(Problem to work on) State how many lines in the listing below include the word "Kibishile", and add nothing besides the number.

◇ ◇ ◇ ◇

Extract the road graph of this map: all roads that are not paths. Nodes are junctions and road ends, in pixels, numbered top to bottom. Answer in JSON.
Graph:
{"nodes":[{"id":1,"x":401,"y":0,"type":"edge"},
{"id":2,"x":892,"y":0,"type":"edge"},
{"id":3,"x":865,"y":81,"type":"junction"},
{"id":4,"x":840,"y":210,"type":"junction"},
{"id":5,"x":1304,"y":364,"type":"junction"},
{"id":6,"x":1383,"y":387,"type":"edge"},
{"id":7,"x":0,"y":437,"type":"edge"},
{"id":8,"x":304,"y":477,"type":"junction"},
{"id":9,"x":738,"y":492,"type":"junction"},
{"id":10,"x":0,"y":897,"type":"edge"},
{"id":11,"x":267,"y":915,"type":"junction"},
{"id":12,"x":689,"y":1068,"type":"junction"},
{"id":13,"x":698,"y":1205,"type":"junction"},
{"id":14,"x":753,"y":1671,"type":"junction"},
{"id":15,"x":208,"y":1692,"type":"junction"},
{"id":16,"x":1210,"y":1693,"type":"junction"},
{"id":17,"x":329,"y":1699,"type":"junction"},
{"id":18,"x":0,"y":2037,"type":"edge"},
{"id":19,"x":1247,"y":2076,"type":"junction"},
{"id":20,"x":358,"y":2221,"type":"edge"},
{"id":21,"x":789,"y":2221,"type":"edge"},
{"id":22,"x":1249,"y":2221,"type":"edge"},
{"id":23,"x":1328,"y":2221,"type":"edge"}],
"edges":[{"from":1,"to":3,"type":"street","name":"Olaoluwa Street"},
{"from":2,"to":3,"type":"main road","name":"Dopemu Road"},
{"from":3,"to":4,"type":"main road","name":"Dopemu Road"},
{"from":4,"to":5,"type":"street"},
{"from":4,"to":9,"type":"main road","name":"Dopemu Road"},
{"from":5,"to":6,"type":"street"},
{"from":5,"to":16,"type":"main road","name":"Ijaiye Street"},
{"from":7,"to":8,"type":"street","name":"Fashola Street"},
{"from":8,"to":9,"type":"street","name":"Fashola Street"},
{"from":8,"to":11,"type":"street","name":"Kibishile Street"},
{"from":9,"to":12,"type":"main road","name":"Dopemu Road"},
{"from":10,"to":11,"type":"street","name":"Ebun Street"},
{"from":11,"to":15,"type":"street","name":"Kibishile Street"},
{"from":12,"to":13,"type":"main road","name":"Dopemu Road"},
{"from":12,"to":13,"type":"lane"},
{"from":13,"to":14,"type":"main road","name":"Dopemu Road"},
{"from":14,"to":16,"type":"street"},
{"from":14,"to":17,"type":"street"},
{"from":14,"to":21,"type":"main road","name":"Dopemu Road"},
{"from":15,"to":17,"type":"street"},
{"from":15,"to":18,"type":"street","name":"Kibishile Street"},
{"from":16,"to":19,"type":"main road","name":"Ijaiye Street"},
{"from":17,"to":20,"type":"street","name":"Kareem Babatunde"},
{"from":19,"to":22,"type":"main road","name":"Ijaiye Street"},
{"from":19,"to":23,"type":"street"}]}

◇ ◇ ◇ ◇

(Result of this task) 3